Contributed To The Press • Oct 29, 2017 at 5:38 PM

HonorFlight NETN recently returned from its 11th Mission of Honor taking five World War II, 14 Korean War and three Vietnam veterans to Washington at no cost to them to see the memorials built in their honor and thank them for their service to the nation.

An overview of the recent trip by Kathy Matney:

Of all of the wars in recent memory, it was World War II that truly threatened our very existence as a nation — and as a culturally diverse, free society.

The men and women who served our country during World War II are leaving us rapidly. Veterans from this era are dwindling in numbers as time marches forward.

According to the Department of Veterans Affairs, around 558,000 American veterans from the war are estimated to still be alive as of 2017.
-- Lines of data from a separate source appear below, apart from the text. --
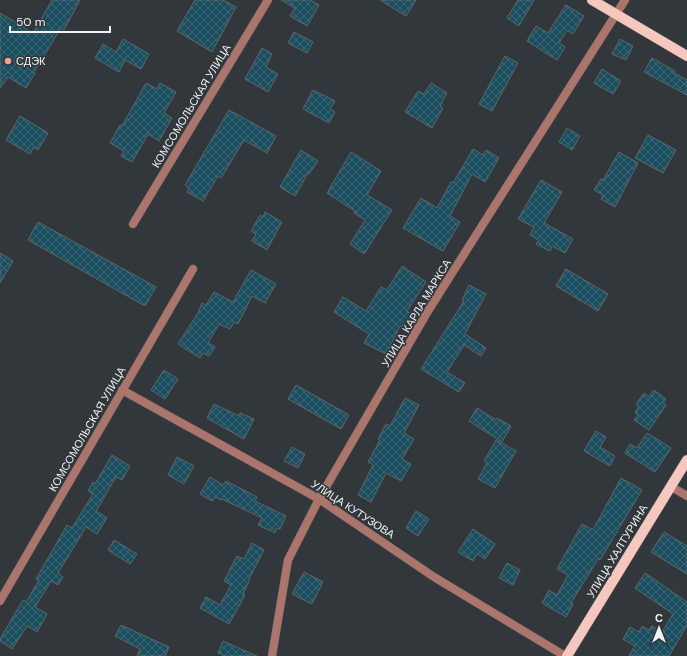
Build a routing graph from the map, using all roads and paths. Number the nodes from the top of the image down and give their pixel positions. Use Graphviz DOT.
graph roads {
  1 [pos="268,0"];
  2 [pos="592,0"];
  3 [pos="624,0"];
  4 [pos="616,14"];
  5 [pos="687,56"];
  6 [pos="133,224"];
  7 [pos="193,269"];
  8 [pos="122,390"];
  9 [pos="687,460"];
  10 [pos="670,486"];
  11 [pos="687,496"];
  12 [pos="320,499"];
  13 [pos="0,601"];
  14 [pos="272,656"];
  15 [pos="566,656"];
  1 -- 6 [label="street, КОМСОМОЛЬСКАЯ УЛИЦА"];
  2 -- 4 [label="main road"];
  3 -- 4 [label="street, УЛИЦА КАРЛА МАРКСА"];
  4 -- 5 [label="main road"];
  4 -- 12 [label="street, УЛИЦА КАРЛА МАРКСА"];
  7 -- 8 [label="street, КОМСОМОЛЬСКАЯ УЛИЦА"];
  8 -- 12 [label="street, УЛИЦА КУТУЗОВА"];
  8 -- 13 [label="street, КОМСОМОЛЬСКАЯ УЛИЦА"];
  9 -- 10 [label="main road, УЛИЦА ХАЛТУРИНА"];
  10 -- 11 [label="street"];
  10 -- 15 [label="main road, УЛИЦА ХАЛТУРИНА"];
  12 -- 14 [label="street, УЛИЦА КАРЛА МАРКСА"];
  12 -- 15 [label="street, УЛИЦА КУТУЗОВА"];
}
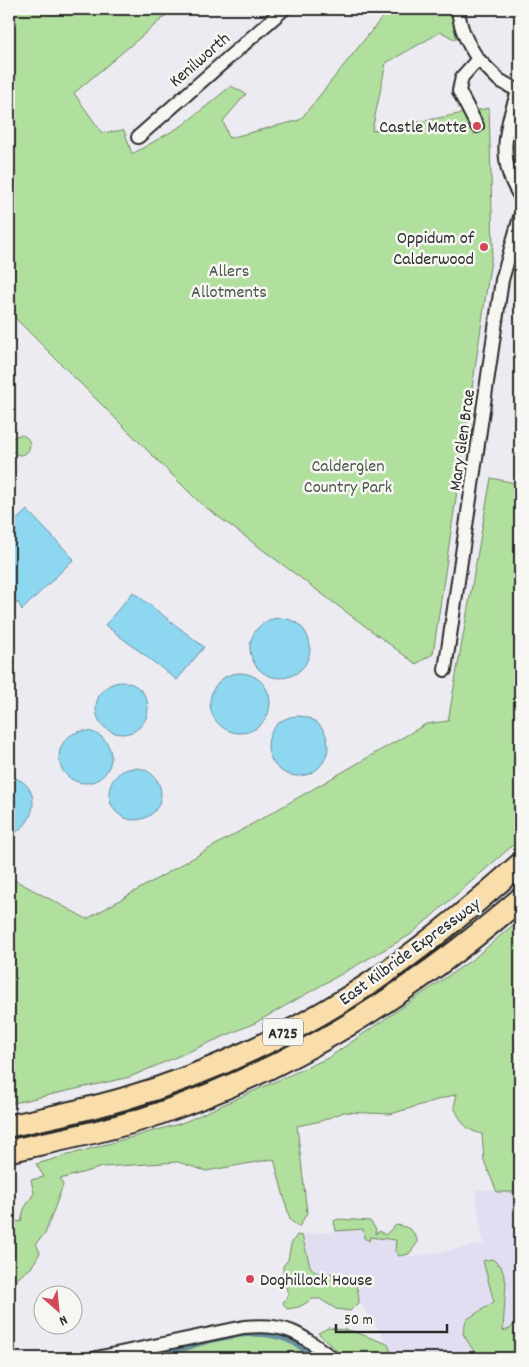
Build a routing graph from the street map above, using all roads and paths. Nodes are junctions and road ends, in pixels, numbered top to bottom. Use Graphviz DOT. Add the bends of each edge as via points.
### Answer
graph roads {
  1 [pos="284,9"];
  2 [pos="458,9"];
  3 [pos="478,59"];
  4 [pos="519,92"];
  5 [pos="477,126"];
  6 [pos="138,137"];
  7 [pos="520,196"];
  8 [pos="520,216"];
  9 [pos="445,670"];
  10 [pos="520,864"];
  11 [pos="520,899"];
  12 [pos="9,1126"];
  13 [pos="9,1151"];
  14 [pos="96,1358"];
  15 [pos="332,1358"];
  1 -- 6 [label="street, Kenilworth"];
  2 -- 3 [label="street" via="460,27"];
  3 -- 4 [label="street" via="499,80"];
  3 -- 5 [label="street" via="462,77 459,91"];
  4 -- 7 [label="street" via="504,139 508,170"];
  8 -- 9 [label="street, Mary Glen Brae" via="502,280"];
  10 -- 12 [label="highway, East Kilbride Expressway / A725" via="414,951 322,1013 225,1061 125,1099"];
  11 -- 13 [label="highway, East Kilbride Expressway / A725" via="440,966 367,1016 279,1064 225,1089 154,1115"];
  14 -- 15 [label="street" via="265,1325 282,1327 302,1336"];
}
Over 16.5 million men and women served in the armed forces during World War II, of whom 291,557 died in battle, 113,842 died from other causes, and 670,846 were wounded.

With much of the “Greatest Generation” now in their 80s and 90s, hundreds of these veterans are dying every day, according to the U.S. Department of Veterans Affairs.
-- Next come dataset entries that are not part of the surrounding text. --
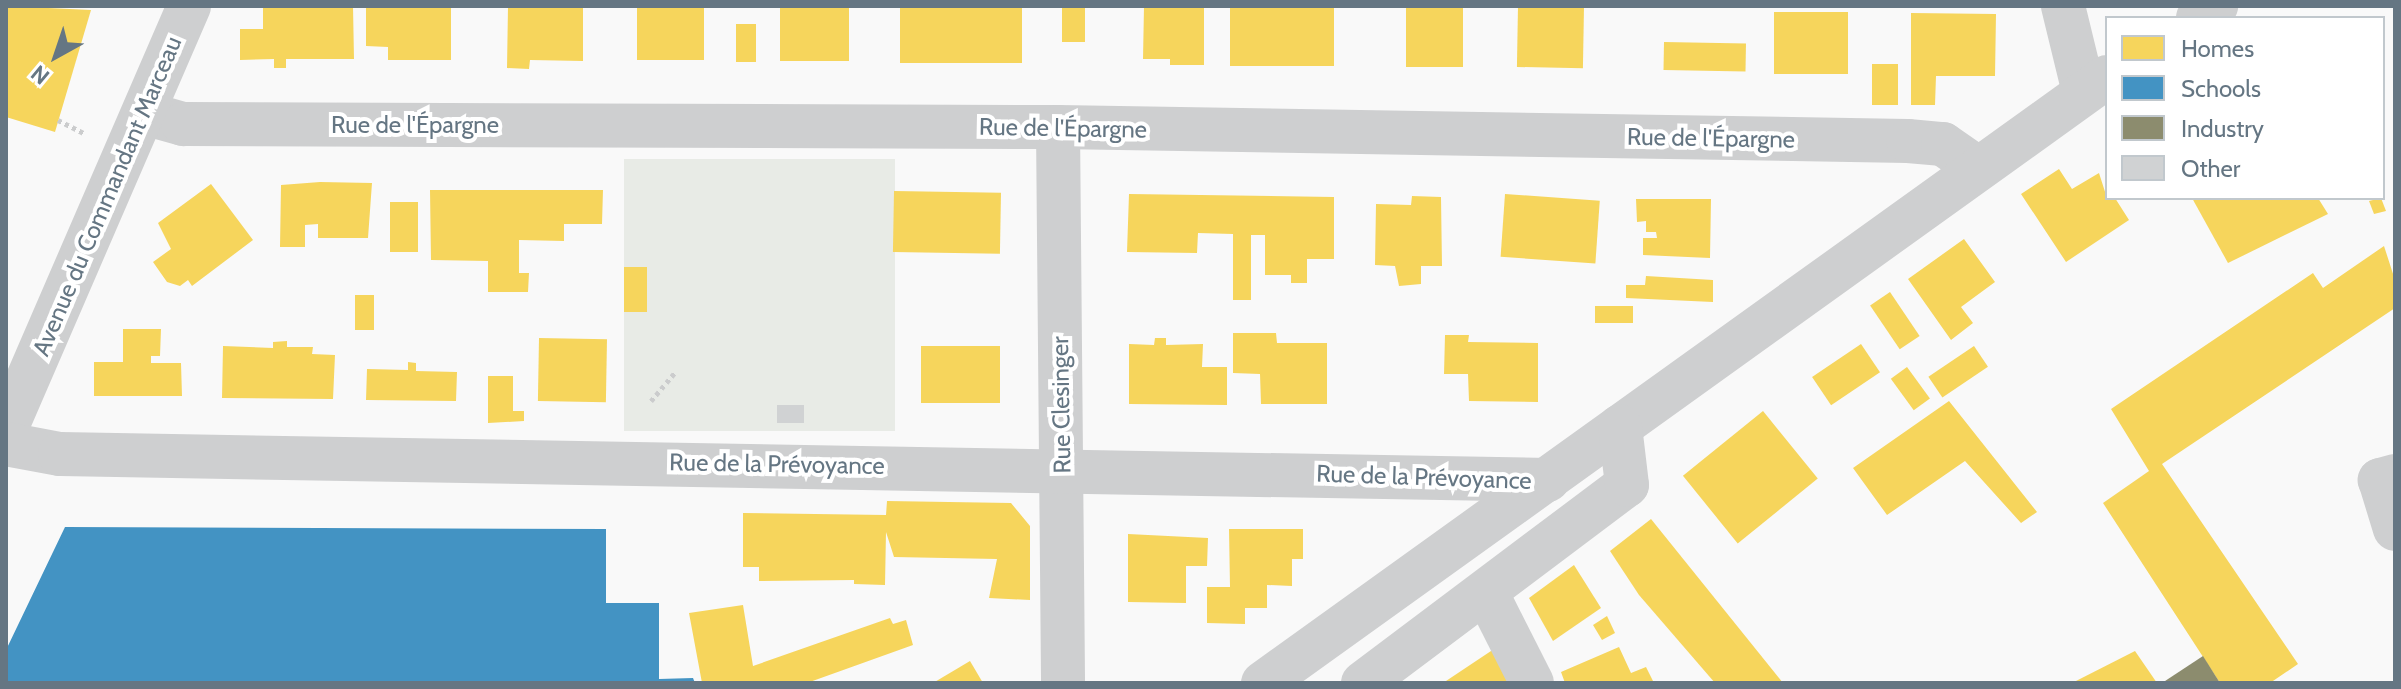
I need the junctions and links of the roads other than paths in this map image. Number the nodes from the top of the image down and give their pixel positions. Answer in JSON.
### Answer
{"nodes":[{"id":1,"x":189,"y":6,"type":"edge"},
{"id":2,"x":2063,"y":6,"type":"edge"},
{"id":3,"x":2095,"y":85,"type":"edge"},
{"id":4,"x":144,"y":113,"type":"junction"},
{"id":5,"x":1058,"y":127,"type":"junction"},
{"id":6,"x":1976,"y":167,"type":"junction"},
{"id":7,"x":1620,"y":426,"type":"junction"},
{"id":8,"x":6,"y":429,"type":"edge"},
{"id":9,"x":6,"y":444,"type":"edge"},
{"id":10,"x":1062,"y":469,"type":"junction"},
{"id":11,"x":2388,"y":478,"type":"edge"},
{"id":12,"x":1548,"y":480,"type":"junction"},
{"id":13,"x":2395,"y":529,"type":"edge"},
{"id":14,"x":1486,"y":592,"type":"junction"},
{"id":15,"x":1063,"y":683,"type":"edge"},
{"id":16,"x":1263,"y":683,"type":"edge"},
{"id":17,"x":1363,"y":683,"type":"edge"},
{"id":18,"x":1532,"y":683,"type":"edge"}],
"edges":[{"from":1,"to":4,"type":"street","name":"Avenue du Commandant Marceau"},
{"from":2,"to":3,"type":"street"},
{"from":3,"to":6,"type":"street"},
{"from":4,"to":5,"type":"street","name":"Rue de l'Épargne"},
{"from":4,"to":8,"type":"street","name":"Avenue du Commandant Marceau"},
{"from":5,"to":6,"type":"street","name":"Rue de l'Épargne"},
{"from":5,"to":10,"type":"street","name":"Rue Clesinger"},
{"from":6,"to":7,"type":"street"},
{"from":7,"to":12,"type":"street"},
{"from":7,"to":14,"type":"street"},
{"from":9,"to":10,"type":"street","name":"Rue de la Prévoyance"},
{"from":10,"to":12,"type":"street","name":"Rue de la Prévoyance"},
{"from":10,"to":15,"type":"street","name":"Rue Clesinger"},
{"from":11,"to":13,"type":"street"},
{"from":12,"to":16,"type":"street"},
{"from":14,"to":17,"type":"street"},
{"from":14,"to":18,"type":"street"}]}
Within 20 years, the VA estimates, there will no longer be any living veterans from the conflict.

Honor Flight Network is a nonprofit organization created solely to honor America’s veterans for all their sacrifices. We transport our heroes to Washington, D.C., to visit and reflect at their memorials. Top priority is given to the senior veterans — World War II survivors, along with those other veterans who may be terminally ill.
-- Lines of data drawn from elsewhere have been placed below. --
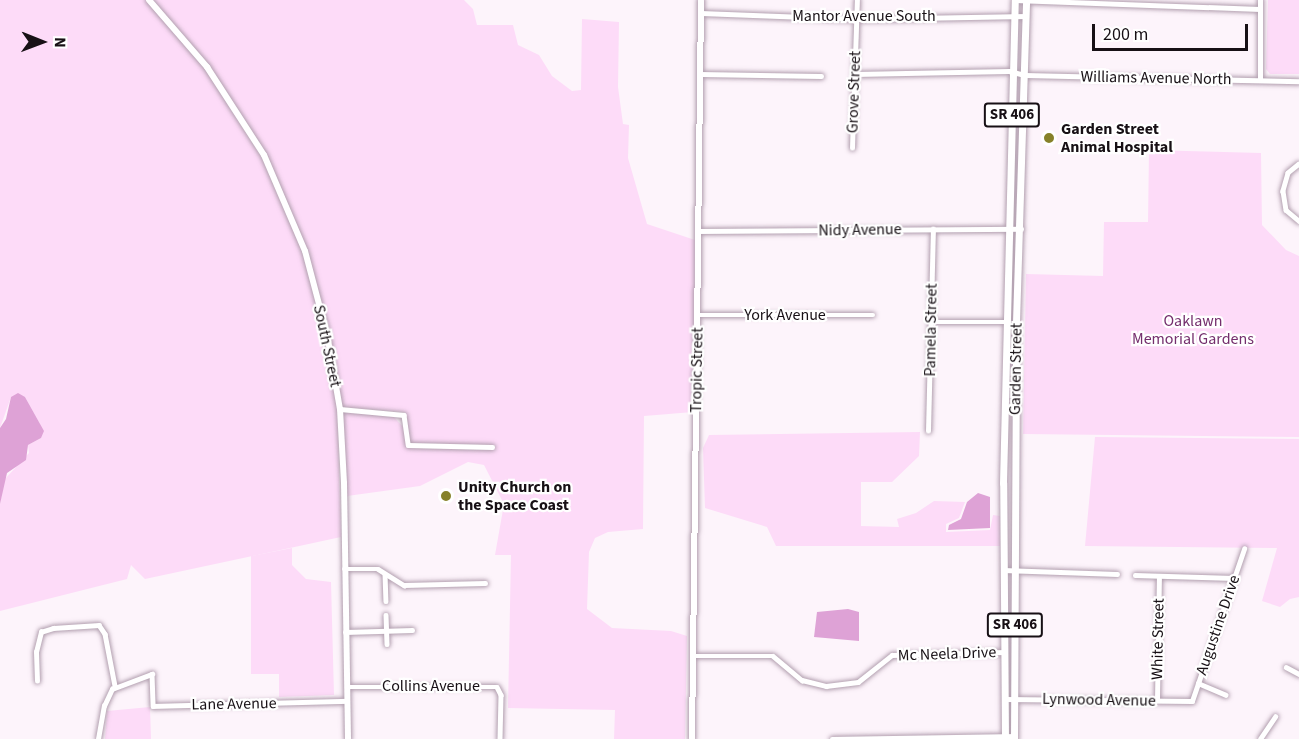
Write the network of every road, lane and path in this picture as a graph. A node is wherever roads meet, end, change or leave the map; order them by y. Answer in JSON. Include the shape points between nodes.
{"nodes":[{"id":1,"x":149,"y":0,"type":"edge"},
{"id":2,"x":701,"y":0,"type":"edge"},
{"id":3,"x":857,"y":0,"type":"edge"},
{"id":4,"x":1015,"y":0,"type":"edge"},
{"id":5,"x":1026,"y":0,"type":"edge"},
{"id":6,"x":1260,"y":0,"type":"edge"},
{"id":7,"x":1260,"y":9,"type":"junction"},
{"id":8,"x":701,"y":13,"type":"junction"},
{"id":9,"x":1014,"y":16,"type":"junction"},
{"id":10,"x":1026,"y":16,"type":"junction"},
{"id":11,"x":856,"y":19,"type":"junction"},
{"id":12,"x":1013,"y":71,"type":"junction"},
{"id":13,"x":700,"y":74,"type":"junction"},
{"id":14,"x":855,"y":74,"type":"junction"},
{"id":15,"x":1025,"y":75,"type":"junction"},
{"id":16,"x":821,"y":76,"type":"dead end"},
{"id":17,"x":1260,"y":80,"type":"junction"},
{"id":18,"x":1299,"y":81,"type":"edge"},
{"id":19,"x":1024,"y":123,"type":"junction"},
{"id":20,"x":1012,"y":128,"type":"junction"},
{"id":21,"x":852,"y":147,"type":"dead end"},
{"id":22,"x":1299,"y":164,"type":"edge"},
{"id":23,"x":1299,"y":221,"type":"edge"},
{"id":24,"x":933,"y":229,"type":"junction"},
{"id":25,"x":1021,"y":229,"type":"junction"},
{"id":26,"x":1009,"y":230,"type":"junction"},
{"id":27,"x":699,"y":231,"type":"junction"},
{"id":28,"x":1008,"y":278,"type":"junction"},
{"id":29,"x":1019,"y":278,"type":"junction"},
{"id":30,"x":698,"y":315,"type":"junction"},
{"id":31,"x":873,"y":315,"type":"dead end"},
{"id":32,"x":932,"y":322,"type":"junction"},
{"id":33,"x":1006,"y":322,"type":"junction"},
{"id":34,"x":1016,"y":322,"type":"junction"},
{"id":35,"x":1005,"y":387,"type":"junction"},
{"id":36,"x":1016,"y":387,"type":"junction"},
{"id":37,"x":340,"y":409,"type":"junction"},
{"id":38,"x":928,"y":431,"type":"dead end"},
{"id":39,"x":492,"y":447,"type":"dead end"},
{"id":40,"x":1004,"y":483,"type":"junction"},
{"id":41,"x":1014,"y":483,"type":"junction"},
{"id":42,"x":1244,"y":549,"type":"dead end"},
{"id":43,"x":344,"y":569,"type":"junction"},
{"id":44,"x":1003,"y":570,"type":"junction"},
{"id":45,"x":1013,"y":570,"type":"junction"},
{"id":46,"x":385,"y":574,"type":"junction"},
{"id":47,"x":1117,"y":574,"type":"dead end"},
{"id":48,"x":1135,"y":575,"type":"dead end"},
{"id":49,"x":1234,"y":578,"type":"junction"},
{"id":50,"x":1159,"y":579,"type":"junction"},
{"id":51,"x":485,"y":583,"type":"dead end"},
{"id":52,"x":386,"y":601,"type":"dead end"},
{"id":53,"x":386,"y":615,"type":"dead end"},
{"id":54,"x":386,"y":630,"type":"junction"},
{"id":55,"x":412,"y":630,"type":"dead end"},
{"id":56,"x":345,"y":632,"type":"junction"},
{"id":57,"x":387,"y":644,"type":"dead end"},
{"id":58,"x":1005,"y":652,"type":"junction"},
{"id":59,"x":694,"y":656,"type":"junction"},
{"id":60,"x":1286,"y":667,"type":"dead end"},
{"id":61,"x":1299,"y":674,"type":"edge"},
{"id":62,"x":37,"y":681,"type":"dead end"},
{"id":63,"x":1198,"y":683,"type":"junction"},
{"id":64,"x":115,"y":687,"type":"junction"},
{"id":65,"x":347,"y":687,"type":"junction"},
{"id":66,"x":1226,"y":695,"type":"dead end"},
{"id":67,"x":1005,"y":699,"type":"junction"},
{"id":68,"x":1016,"y":699,"type":"junction"},
{"id":69,"x":1157,"y":700,"type":"junction"},
{"id":70,"x":1192,"y":700,"type":"joint"},
{"id":71,"x":347,"y":701,"type":"junction"},
{"id":72,"x":1275,"y":717,"type":"dead end"},
{"id":73,"x":1005,"y":737,"type":"edge"},
{"id":74,"x":884,"y":738,"type":"edge"},
{"id":75,"x":944,"y":738,"type":"edge"},
{"id":76,"x":1014,"y":738,"type":"edge"},
{"id":77,"x":98,"y":739,"type":"edge"},
{"id":78,"x":348,"y":739,"type":"edge"},
{"id":79,"x":500,"y":739,"type":"edge"},
{"id":80,"x":692,"y":739,"type":"edge"},
{"id":81,"x":832,"y":739,"type":"edge"},
{"id":82,"x":1260,"y":739,"type":"edge"}],
"edges":[{"from":1,"to":37,"type":"main road","name":"South Street","via":[[207,67],[264,155],[304,251],[327,334]]},
{"from":2,"to":8,"type":"main road","name":"Tropic Street"},
{"from":3,"to":11,"type":"street","name":"Grove Street"},
{"from":4,"to":5,"type":"street"},
{"from":4,"to":9,"type":"main road","name":"Garden Street","number":"SR 406"},
{"from":5,"to":7,"type":"street"},
{"from":5,"to":10,"type":"main road","name":"Garden Street","number":"SR 406"},
{"from":6,"to":7,"type":"street"},
{"from":7,"to":17,"type":"street"},
{"from":8,"to":11,"type":"street","name":"Mantor Avenue South"},
{"from":8,"to":13,"type":"main road","name":"Tropic Street"},
{"from":9,"to":10,"type":"street","name":"Mantor Avenue South"},
{"from":9,"to":11,"type":"street","name":"Mantor Avenue South"},
{"from":9,"to":12,"type":"main road","name":"Garden Street","number":"SR 406"},
{"from":10,"to":15,"type":"main road","name":"Garden Street","number":"SR 406"},
{"from":11,"to":14,"type":"street","name":"Grove Street"},
{"from":12,"to":14,"type":"street","name":"Williams Avenue North"},
{"from":12,"to":15,"type":"street","name":"Williams Avenue North"},
{"from":12,"to":20,"type":"main road","name":"Garden Street","number":"SR 406"},
{"from":13,"to":16,"type":"street"},
{"from":13,"to":27,"type":"main road","name":"Tropic Street"},
{"from":14,"to":21,"type":"street","name":"Grove Street"},
{"from":15,"to":17,"type":"street","name":"Williams Avenue North"},
{"from":15,"to":19,"type":"main road","name":"Garden Street","number":"SR 406"},
{"from":17,"to":18,"type":"street","name":"Williams Avenue North"},
{"from":19,"to":20,"type":"main road"},
{"from":19,"to":25,"type":"main road","name":"Garden Street","number":"SR 406"},
{"from":20,"to":26,"type":"main road","name":"Garden Street","number":"SR 406"},
{"from":22,"to":23,"type":"street","via":[[1288,173],[1283,191],[1286,210]]},
{"from":24,"to":26,"type":"street","name":"Nidy Avenue"},
{"from":24,"to":27,"type":"street","name":"Nidy Avenue"},
{"from":24,"to":32,"type":"street","name":"Pamela Street"},
{"from":25,"to":26,"type":"street","name":"Nidy Avenue"},
{"from":25,"to":29,"type":"main road","name":"Garden Street","number":"SR 406"},
{"from":26,"to":28,"type":"main road","name":"Garden Street","number":"SR 406"},
{"from":27,"to":30,"type":"main road","name":"Tropic Street"},
{"from":28,"to":29,"type":"street"},
{"from":28,"to":33,"type":"main road","name":"Garden Street","number":"SR 406"},
{"from":29,"to":34,"type":"main road","name":"Garden Street","number":"SR 406"},
{"from":30,"to":31,"type":"street","name":"York Avenue"},
{"from":30,"to":59,"type":"main road","name":"Tropic Street"},
{"from":32,"to":33,"type":"street"},
{"from":32,"to":38,"type":"street","name":"Pamela Street"},
{"from":33,"to":34,"type":"street"},
{"from":33,"to":35,"type":"main road","name":"Garden Street","number":"SR 406"},
{"from":34,"to":36,"type":"main road","name":"Garden Street","number":"SR 406"},
{"from":35,"to":36,"type":"street"},
{"from":35,"to":40,"type":"main road","name":"Garden Street","number":"SR 406"},
{"from":36,"to":41,"type":"main road","name":"Garden Street","number":"SR 406"},
{"from":37,"to":39,"type":"street","via":[[404,415],[408,445]]},
{"from":37,"to":43,"type":"main road","name":"South Street"},
{"from":40,"to":41,"type":"street"},
{"from":40,"to":44,"type":"main road","name":"Garden Street","number":"SR 406"},
{"from":41,"to":45,"type":"main road","name":"Garden Street","number":"SR 406"},
{"from":42,"to":49,"type":"street","name":"Augustine Drive"},
{"from":43,"to":46,"type":"street","via":[[378,570]]},
{"from":43,"to":56,"type":"main road","name":"South Street"},
{"from":44,"to":45,"type":"street"},
{"from":44,"to":58,"type":"main road","name":"Garden Street","number":"SR 406"},
{"from":45,"to":47,"type":"street"},
{"from":45,"to":68,"type":"main road","name":"Garden Street","number":"SR 406"},
{"from":46,"to":51,"type":"street","via":[[404,585]]},
{"from":46,"to":52,"type":"street"},
{"from":48,"to":50,"type":"street"},
{"from":49,"to":50,"type":"street"},
{"from":49,"to":63,"type":"street","name":"Augustine Drive"},
{"from":50,"to":69,"type":"street","name":"White Street"},
{"from":53,"to":54,"type":"street"},
{"from":54,"to":55,"type":"street"},
{"from":54,"to":56,"type":"street"},
{"from":54,"to":57,"type":"street"},
{"from":56,"to":65,"type":"main road","name":"South Street"},
{"from":58,"to":59,"type":"street","name":"Mc Neela Drive","via":[[892,655],[858,682],[826,686],[802,680],[773,656]]},
{"from":58,"to":67,"type":"main road","name":"Garden Street","number":"SR 406"},
{"from":59,"to":80,"type":"main road","name":"Tropic Street"},
{"from":60,"to":61,"type":"street"},
{"from":62,"to":64,"type":"street","via":[[36,652],[41,632],[99,625],[105,634]]},
{"from":63,"to":66,"type":"street"},
{"from":63,"to":70,"type":"street","name":"Augustine Drive"},
{"from":64,"to":71,"type":"street","name":"Lane Avenue","via":[[152,674],[153,706]]},
{"from":64,"to":77,"type":"street","via":[[104,706]]},
{"from":65,"to":71,"type":"main road","name":"South Street"},
{"from":65,"to":79,"type":"street","name":"Collins Avenue","via":[[497,687],[501,695]]},
{"from":67,"to":68,"type":"street","name":"Lynwood Avenue"},
{"from":67,"to":73,"type":"main road","name":"Garden Street","number":"SR 406"},
{"from":68,"to":69,"type":"street","name":"Lynwood Avenue"},
{"from":68,"to":76,"type":"main road","name":"Garden Street","number":"SR 406"},
{"from":69,"to":70,"type":"street","name":"Lynwood Avenue"},
{"from":71,"to":78,"type":"main road","name":"South Street"},
{"from":72,"to":82,"type":"street"},
{"from":73,"to":75,"type":"street"},
{"from":73,"to":76,"type":"street"},
{"from":74,"to":75,"type":"street"},
{"from":74,"to":81,"type":"street"}]}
Honor Flight Northeast Tennessee went on its 11th Mission Trip to Washington with another group of veterans on Oct. 13, 2017. I was able to be aboard this trip and bring some of the stories home. Read some of the words of those that were there:

Veteran Leslie Jackson

WWII Navy 1943-46 on the LST 803 in the Pacific

In his words: "The saddest thing I witnessed was from my ship, the shooting of two of our own airplanes. They were mistaken for enemy aircraft and shot down. There were no survivors." He often says that, "If it weren't for the atomic bomb I probably wouldn't be here today. Our ship was stationed off the coast of Japan, waiting to invade when the bomb was dropped."

While at the WWII Memorial, a man noticing my LST hat, came and shook my hand. He thanked me for saving his country. He was from Belgium. To him LST was synonymous with Normandy.

Although the term D-Day is used routinely as military lingo for the day an operation or event will take place, for many it is also synonymous with June 6, 1944, the day the Allied powers crossed the English Channel and landed on the beaches of Normandy, France, beginning the liberation of Western Europe from Nazi control during World War II. Within three months, the northern part of France would be freed and the invasion force would be preparing to enter Germany, where they would meet up with Soviet forces moving in from the east.

In the ensuing hours, hundreds upon hundreds of men would start to prepare for battle. Young and frightened, they could only begin to imagine what would await them. For many it would be their longest day; for others it would be their last.

Between the high- and low-water marks along Omaha Beach where the 29th and the veteran 1st Division would land, the Germans had placed three distinct ranks of obstacles. The first ran the length of the beach, approximately 250 yards out from the high-water mark; it consisted of steel gate-like structures 10 feet high. They were emplaced irregularly, making it hard for the landing craft to avoid them. Lashed to the uprights were mines that would explode if hit by the boats. Closer in, heavy logs with contact mines secured on top were driven into the sand at an angle so that the top part faced seaward. The final obstructions were some 130 yards from the high-water line. These were barriers of three or more steel rails, crossed at the center and embedded in the sand. Known as ‘hedgehogs,’ they could puncture the bottom of any landing craft attempting to ride over them.

If the men were lucky enough to pass through those obstacles, on the shore awaiting them above the high-water mark were strands of barbed wire and thousands of buried mines. Behind the coast rose steep cliffs, some reaching 170 feet above the water. From this high ground, elements of the German 352nd Infantry Division could overlook the entire shoreline, giving them a tremendous field of enfilading fire. Machine guns were positioned in concrete pillboxes and open positions. Mortars, together with 75 mm and 88 mm guns, formed the final defenses.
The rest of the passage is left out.